> _TASK_
Copy all of the data below exactly as it is given.

[Collected data entries]
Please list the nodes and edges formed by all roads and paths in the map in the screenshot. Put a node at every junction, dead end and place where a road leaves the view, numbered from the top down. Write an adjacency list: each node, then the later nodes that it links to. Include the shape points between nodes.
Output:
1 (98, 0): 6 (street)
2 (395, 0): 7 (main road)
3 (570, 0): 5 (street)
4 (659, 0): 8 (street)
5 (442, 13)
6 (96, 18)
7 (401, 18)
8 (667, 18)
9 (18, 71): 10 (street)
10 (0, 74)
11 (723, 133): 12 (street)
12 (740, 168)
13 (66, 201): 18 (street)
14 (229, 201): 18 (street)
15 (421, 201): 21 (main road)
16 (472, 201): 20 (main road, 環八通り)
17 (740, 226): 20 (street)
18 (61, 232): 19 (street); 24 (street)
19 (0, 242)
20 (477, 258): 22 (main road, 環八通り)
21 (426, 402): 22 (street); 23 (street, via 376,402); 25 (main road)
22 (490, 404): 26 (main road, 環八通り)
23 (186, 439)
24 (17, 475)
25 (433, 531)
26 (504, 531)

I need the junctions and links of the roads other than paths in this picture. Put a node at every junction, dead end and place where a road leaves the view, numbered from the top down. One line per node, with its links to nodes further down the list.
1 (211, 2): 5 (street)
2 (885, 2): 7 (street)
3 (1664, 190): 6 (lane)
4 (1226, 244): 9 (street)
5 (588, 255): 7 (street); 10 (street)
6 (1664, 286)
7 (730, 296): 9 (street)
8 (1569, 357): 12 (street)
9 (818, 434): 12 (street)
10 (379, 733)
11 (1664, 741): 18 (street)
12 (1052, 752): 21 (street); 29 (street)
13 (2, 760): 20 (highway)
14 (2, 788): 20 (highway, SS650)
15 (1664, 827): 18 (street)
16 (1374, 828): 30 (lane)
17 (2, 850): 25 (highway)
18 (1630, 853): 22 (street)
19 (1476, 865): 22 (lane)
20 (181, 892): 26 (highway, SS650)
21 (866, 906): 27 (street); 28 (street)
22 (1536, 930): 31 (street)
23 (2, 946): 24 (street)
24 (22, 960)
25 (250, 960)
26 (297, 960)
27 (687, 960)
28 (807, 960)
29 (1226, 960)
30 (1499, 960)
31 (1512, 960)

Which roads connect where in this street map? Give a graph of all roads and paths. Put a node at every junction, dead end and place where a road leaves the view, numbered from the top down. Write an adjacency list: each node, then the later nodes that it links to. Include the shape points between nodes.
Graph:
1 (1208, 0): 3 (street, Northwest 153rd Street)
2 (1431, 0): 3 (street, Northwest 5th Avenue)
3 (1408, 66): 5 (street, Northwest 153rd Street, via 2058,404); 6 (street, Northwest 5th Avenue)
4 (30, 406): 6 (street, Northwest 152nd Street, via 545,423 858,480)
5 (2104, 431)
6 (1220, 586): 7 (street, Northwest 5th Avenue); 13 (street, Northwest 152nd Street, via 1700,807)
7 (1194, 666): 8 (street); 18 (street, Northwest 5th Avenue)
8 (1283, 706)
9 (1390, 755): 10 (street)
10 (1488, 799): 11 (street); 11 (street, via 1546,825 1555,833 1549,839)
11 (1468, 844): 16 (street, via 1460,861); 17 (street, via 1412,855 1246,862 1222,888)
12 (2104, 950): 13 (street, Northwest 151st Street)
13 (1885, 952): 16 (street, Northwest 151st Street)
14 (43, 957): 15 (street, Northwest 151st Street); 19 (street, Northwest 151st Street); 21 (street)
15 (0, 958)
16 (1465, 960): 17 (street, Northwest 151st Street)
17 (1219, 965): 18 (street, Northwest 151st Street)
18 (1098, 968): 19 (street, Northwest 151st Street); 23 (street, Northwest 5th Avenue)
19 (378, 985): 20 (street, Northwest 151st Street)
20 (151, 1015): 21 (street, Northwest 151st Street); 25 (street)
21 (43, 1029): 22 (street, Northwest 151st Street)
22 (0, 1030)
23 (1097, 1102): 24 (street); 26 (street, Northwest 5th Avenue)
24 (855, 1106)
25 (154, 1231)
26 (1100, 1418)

> _RESPONSE TO THIS EXERCISE_
Please list the nodes and edges formed by all roads and paths in the map in the screenshot. Put a node at every junction, dead end and place where a road leaves the view, numbered from the top down. Write an adjacency list: each node, then the later nodes that it links to. Include the shape points between nodes.
Output:
1 (98, 0): 6 (street)
2 (395, 0): 7 (main road)
3 (570, 0): 5 (street)
4 (659, 0): 8 (street)
5 (442, 13)
6 (96, 18)
7 (401, 18)
8 (667, 18)
9 (18, 71): 10 (street)
10 (0, 74)
11 (723, 133): 12 (street)
12 (740, 168)
13 (66, 201): 18 (street)
14 (229, 201): 18 (street)
15 (421, 201): 21 (main road)
16 (472, 201): 20 (main road, 環八通り)
17 (740, 226): 20 (street)
18 (61, 232): 19 (street); 24 (street)
19 (0, 242)
20 (477, 258): 22 (main road, 環八通り)
21 (426, 402): 22 (street); 23 (street, via 376,402); 25 (main road)
22 (490, 404): 26 (main road, 環八通り)
23 (186, 439)
24 (17, 475)
25 (433, 531)
26 (504, 531)

I need the junctions and links of the roads other than paths in this picture. Put a node at every junction, dead end and place where a road leaves the view, numbered from the top down. One line per node, with its links to nodes further down the list.
1 (211, 2): 5 (street)
2 (885, 2): 7 (street)
3 (1664, 190): 6 (lane)
4 (1226, 244): 9 (street)
5 (588, 255): 7 (street); 10 (street)
6 (1664, 286)
7 (730, 296): 9 (street)
8 (1569, 357): 12 (street)
9 (818, 434): 12 (street)
10 (379, 733)
11 (1664, 741): 18 (street)
12 (1052, 752): 21 (street); 29 (street)
13 (2, 760): 20 (highway)
14 (2, 788): 20 (highway, SS650)
15 (1664, 827): 18 (street)
16 (1374, 828): 30 (lane)
17 (2, 850): 25 (highway)
18 (1630, 853): 22 (street)
19 (1476, 865): 22 (lane)
20 (181, 892): 26 (highway, SS650)
21 (866, 906): 27 (street); 28 (street)
22 (1536, 930): 31 (street)
23 (2, 946): 24 (street)
24 (22, 960)
25 (250, 960)
26 (297, 960)
27 (687, 960)
28 (807, 960)
29 (1226, 960)
30 (1499, 960)
31 (1512, 960)

Which roads connect where in this street map? Give a graph of all roads and paths. Put a node at every junction, dead end and place where a road leaves the view, numbered from the top down. Write an adjacency list: each node, then the later nodes that it links to. Include the shape points between nodes.
Graph:
1 (1208, 0): 3 (street, Northwest 153rd Street)
2 (1431, 0): 3 (street, Northwest 5th Avenue)
3 (1408, 66): 5 (street, Northwest 153rd Street, via 2058,404); 6 (street, Northwest 5th Avenue)
4 (30, 406): 6 (street, Northwest 152nd Street, via 545,423 858,480)
5 (2104, 431)
6 (1220, 586): 7 (street, Northwest 5th Avenue); 13 (street, Northwest 152nd Street, via 1700,807)
7 (1194, 666): 8 (street); 18 (street, Northwest 5th Avenue)
8 (1283, 706)
9 (1390, 755): 10 (street)
10 (1488, 799): 11 (street); 11 (street, via 1546,825 1555,833 1549,839)
11 (1468, 844): 16 (street, via 1460,861); 17 (street, via 1412,855 1246,862 1222,888)
12 (2104, 950): 13 (street, Northwest 151st Street)
13 (1885, 952): 16 (street, Northwest 151st Street)
14 (43, 957): 15 (street, Northwest 151st Street); 19 (street, Northwest 151st Street); 21 (street)
15 (0, 958)
16 (1465, 960): 17 (street, Northwest 151st Street)
17 (1219, 965): 18 (street, Northwest 151st Street)
18 (1098, 968): 19 (street, Northwest 151st Street); 23 (street, Northwest 5th Avenue)
19 (378, 985): 20 (street, Northwest 151st Street)
20 (151, 1015): 21 (street, Northwest 151st Street); 25 (street)
21 (43, 1029): 22 (street, Northwest 151st Street)
22 (0, 1030)
23 (1097, 1102): 24 (street); 26 (street, Northwest 5th Avenue)
24 (855, 1106)
25 (154, 1231)
26 (1100, 1418)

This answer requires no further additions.